The invention comprises a modular spray assembly that is mounted to the frame of a working machine. The working machine includes a storage tank for a working fluid and is adapted for operation on a roadway. The modular spray assembly includes a base assembly that is attached to the frame of the working machine. The base assembly comprises a working fluid conduit having an open end and a closed end. A plurality of nozzle assemblies are attached to and are in fluid communication with the working fluid conduit. A modular component comprises a modular fluid conduit. This modular fluid conduit has a first end and a second end that is adapted to be removably attached to the open end of the working fluid conduit so as to be in fluid communication with the working fluid conduit. A nozzle assembly is located between the first end of the modular component and the second end of the modular component. This nozzle assembly is attached to and in fluid communication with the modular fluid conduit. An open end component is adapted to be removably and alternatively attached to the open end of the working fluid conduit or to the first end of the modular component. This open end component includes a working fluid supply pipe that is in fluid communication with the working fluid storage tank.

A preferred embodiment of the invention includes a thermal fluid storage tank and a thermal fluid circulating system by which thermal fluid is circulated from the thermal fluid storage tank through the modular spray assembly for heat transfer purposes and back to the thermal fluid storage tank. In this embodiment of the invention, the open end component includes a thermal fluid output connector and a thermal fluid input connector. The base assembly includes a thermal fluid supply line and a thermal fluid return line in the base assembly, and a thermal fluid connector that connects the thermal fluid supply line to the thermal fluid return line in the closed end of the working fluid conduit. This embodiment of the invention also includes a thermal fluid input line that is in fluid communication with the thermal fluid storage tank and the thermal fluid input connector of the end component, and a thermal fluid output line that is in fluid communication with the thermal fluid storage tank and the thermal fluid output connector of the end component. In this embodiment of the invention, the modular component includes a thermal fluid supply line extension that is adapted to be connected between the thermal fluid supply line in the base assembly and the thermal fluid input connector of the end component, and a thermal fluid return line extension that is adapted to be connected between the thermal fluid return line in the base assembly and the thermal fluid output connector of the end component.

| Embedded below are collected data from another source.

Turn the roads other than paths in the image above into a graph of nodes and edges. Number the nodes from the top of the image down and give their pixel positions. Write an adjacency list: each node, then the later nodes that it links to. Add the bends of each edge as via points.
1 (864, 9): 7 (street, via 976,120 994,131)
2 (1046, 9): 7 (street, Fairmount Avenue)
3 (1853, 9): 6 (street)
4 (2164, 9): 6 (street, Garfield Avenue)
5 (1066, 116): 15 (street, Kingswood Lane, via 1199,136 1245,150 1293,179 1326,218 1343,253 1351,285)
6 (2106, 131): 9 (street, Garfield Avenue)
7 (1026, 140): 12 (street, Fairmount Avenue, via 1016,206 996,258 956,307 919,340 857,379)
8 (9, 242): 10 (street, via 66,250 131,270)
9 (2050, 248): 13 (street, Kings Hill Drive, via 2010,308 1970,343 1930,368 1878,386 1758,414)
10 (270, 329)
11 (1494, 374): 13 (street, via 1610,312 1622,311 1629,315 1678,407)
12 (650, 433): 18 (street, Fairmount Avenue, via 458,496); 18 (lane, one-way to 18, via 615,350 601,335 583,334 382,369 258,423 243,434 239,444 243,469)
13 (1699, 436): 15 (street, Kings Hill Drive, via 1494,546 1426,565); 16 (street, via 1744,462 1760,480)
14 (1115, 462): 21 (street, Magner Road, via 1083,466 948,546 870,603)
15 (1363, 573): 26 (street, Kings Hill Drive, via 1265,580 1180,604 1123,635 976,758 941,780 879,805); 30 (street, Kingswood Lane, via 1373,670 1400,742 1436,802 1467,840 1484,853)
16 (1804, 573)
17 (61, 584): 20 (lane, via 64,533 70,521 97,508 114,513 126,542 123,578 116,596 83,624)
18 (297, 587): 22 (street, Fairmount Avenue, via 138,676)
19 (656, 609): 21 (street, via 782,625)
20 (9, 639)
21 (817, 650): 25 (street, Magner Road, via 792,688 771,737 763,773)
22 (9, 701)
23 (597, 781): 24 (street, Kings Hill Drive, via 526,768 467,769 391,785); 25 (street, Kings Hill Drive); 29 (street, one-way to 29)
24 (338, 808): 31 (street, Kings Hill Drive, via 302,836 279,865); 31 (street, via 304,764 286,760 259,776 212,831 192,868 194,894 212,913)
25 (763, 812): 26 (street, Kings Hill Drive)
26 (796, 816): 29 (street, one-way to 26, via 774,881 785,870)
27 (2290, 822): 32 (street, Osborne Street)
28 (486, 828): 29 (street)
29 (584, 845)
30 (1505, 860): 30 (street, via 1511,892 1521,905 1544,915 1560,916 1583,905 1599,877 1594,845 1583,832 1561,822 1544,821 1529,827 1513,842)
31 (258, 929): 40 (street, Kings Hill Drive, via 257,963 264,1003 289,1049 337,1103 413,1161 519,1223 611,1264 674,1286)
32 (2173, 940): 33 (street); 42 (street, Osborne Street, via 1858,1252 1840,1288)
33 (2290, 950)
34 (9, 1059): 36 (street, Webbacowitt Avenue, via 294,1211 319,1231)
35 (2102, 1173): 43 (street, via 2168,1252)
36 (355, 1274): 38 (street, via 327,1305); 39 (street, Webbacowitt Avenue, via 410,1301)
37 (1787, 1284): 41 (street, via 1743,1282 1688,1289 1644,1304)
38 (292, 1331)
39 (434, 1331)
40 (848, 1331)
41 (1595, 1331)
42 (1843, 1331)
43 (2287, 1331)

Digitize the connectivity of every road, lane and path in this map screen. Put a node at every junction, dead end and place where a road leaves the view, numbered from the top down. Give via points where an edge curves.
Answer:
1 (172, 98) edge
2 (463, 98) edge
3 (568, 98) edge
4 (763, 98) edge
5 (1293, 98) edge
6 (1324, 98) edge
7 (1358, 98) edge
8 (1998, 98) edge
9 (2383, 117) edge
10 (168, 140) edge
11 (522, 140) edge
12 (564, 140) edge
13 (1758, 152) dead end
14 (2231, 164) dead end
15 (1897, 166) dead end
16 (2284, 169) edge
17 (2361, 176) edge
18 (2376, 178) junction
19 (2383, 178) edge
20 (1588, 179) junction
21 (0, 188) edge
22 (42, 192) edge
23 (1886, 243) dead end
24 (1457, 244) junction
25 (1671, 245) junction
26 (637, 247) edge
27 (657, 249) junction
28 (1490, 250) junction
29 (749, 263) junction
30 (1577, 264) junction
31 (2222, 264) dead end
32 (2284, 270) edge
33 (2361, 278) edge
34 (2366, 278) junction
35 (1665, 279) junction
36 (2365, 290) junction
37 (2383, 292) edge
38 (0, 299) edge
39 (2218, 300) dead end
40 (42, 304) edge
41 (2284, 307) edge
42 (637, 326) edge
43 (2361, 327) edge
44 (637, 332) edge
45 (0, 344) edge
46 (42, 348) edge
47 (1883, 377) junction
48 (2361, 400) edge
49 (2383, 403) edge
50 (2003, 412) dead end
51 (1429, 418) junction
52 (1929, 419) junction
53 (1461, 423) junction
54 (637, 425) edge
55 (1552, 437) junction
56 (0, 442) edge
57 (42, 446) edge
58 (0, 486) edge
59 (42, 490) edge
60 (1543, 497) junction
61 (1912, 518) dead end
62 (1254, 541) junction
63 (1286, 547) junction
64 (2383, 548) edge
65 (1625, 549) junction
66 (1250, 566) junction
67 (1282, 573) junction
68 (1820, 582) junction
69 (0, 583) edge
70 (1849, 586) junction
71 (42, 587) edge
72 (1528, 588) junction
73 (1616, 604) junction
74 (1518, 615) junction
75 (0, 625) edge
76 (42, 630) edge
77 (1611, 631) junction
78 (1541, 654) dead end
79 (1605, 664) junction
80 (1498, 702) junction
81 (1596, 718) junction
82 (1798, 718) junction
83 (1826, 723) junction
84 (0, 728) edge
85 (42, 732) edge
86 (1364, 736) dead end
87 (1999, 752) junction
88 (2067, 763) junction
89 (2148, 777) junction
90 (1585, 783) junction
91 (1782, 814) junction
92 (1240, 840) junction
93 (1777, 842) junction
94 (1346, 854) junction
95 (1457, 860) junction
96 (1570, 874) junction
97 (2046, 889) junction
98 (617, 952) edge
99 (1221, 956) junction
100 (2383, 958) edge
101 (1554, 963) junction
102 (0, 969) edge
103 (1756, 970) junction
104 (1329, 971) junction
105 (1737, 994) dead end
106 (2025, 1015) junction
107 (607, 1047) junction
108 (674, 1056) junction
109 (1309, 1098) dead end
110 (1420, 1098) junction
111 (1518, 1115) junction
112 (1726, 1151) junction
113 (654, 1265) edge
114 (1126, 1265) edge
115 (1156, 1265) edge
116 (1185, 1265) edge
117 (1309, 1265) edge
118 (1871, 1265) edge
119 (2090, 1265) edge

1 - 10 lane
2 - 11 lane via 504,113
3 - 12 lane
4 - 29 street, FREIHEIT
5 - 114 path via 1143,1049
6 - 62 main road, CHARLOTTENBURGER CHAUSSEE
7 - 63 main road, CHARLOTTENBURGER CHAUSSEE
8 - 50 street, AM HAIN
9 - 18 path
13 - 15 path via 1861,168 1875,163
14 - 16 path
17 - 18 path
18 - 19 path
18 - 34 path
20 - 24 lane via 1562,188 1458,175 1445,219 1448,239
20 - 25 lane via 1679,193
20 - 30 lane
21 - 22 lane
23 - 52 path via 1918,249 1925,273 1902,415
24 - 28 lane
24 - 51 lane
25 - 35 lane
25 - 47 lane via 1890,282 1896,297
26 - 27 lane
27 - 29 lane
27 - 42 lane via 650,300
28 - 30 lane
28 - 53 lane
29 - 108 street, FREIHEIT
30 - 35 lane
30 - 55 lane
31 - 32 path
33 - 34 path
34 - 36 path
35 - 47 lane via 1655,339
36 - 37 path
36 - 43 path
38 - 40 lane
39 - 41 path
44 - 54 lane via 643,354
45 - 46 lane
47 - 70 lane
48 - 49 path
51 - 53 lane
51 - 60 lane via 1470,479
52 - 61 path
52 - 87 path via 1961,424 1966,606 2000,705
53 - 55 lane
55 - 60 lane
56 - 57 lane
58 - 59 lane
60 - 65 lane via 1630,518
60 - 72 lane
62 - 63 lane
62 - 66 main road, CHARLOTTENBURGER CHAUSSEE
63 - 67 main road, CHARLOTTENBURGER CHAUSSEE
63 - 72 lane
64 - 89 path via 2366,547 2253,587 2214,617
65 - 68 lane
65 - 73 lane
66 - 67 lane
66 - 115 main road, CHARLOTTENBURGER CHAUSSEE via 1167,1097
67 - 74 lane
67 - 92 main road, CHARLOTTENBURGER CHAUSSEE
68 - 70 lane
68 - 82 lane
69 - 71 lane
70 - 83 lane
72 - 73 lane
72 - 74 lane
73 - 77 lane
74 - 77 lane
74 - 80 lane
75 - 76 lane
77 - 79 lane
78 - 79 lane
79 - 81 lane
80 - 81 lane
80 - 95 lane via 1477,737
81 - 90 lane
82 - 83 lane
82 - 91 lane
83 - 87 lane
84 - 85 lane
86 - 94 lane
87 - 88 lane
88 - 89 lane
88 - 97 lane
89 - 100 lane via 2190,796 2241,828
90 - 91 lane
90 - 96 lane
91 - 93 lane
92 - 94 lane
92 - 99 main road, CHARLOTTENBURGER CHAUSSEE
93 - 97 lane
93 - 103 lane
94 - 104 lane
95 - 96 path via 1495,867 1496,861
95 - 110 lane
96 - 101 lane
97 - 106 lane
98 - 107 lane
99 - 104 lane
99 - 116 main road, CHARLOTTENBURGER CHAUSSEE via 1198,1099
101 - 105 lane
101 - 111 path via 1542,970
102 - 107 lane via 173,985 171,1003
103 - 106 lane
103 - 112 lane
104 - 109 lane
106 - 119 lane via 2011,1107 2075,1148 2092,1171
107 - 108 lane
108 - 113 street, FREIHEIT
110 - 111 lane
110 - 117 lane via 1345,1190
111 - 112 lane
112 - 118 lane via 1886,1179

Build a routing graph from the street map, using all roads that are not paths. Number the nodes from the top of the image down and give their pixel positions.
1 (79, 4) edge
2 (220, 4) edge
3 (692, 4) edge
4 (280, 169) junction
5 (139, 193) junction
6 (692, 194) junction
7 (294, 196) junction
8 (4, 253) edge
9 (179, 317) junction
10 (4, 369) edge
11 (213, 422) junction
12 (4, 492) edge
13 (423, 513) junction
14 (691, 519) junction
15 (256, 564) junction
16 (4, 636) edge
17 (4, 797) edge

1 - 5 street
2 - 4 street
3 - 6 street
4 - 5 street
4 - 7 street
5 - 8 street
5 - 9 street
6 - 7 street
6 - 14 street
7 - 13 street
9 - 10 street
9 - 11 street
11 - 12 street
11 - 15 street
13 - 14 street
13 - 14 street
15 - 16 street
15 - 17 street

In order to facilitate an understanding of the invention, a preferred embodiment of the invention, as well as the best mode known by the inventor for carrying out the invention, is illustrated in the drawings, and a detailed description thereof follows. It is not intended, however, that the invention be limited to the particular embodiment described or to use in connection with the apparatus illustrated herein. Therefore, the scope of the invention contemplated by the inventor includes all equivalents of the subject matter recited in the claims, as well as various modifications and alternative embodiments such as would ordinarily occur to one skilled in the art to which the invention relates. The inventor expects skilled artisans to employ such variations as seem to them appropriate, including the practice of the invention otherwise than as specifically described herein. In addition, any combination of the elements and components of the invention described herein in any possible variation is encompassed by the invention, unless otherwise indicated herein or clearly excluded by context.

BRIEF DESCRIPTION OF THE DRAWINGS

The presently preferred embodiment of the invention is illustrated in the accompanying drawings, in which like reference numerals represent like parts throughout, and in which:

FIG. 1 is a side view of an asphalt paving machine which includes the invention.

FIG. 2 is a perspective view of a first embodiment of the modular spray assembly of the invention.

FIG. 3 is an exploded perspective view of a first portion of the first embodiment of the modular spray assembly shown in FIG. 2.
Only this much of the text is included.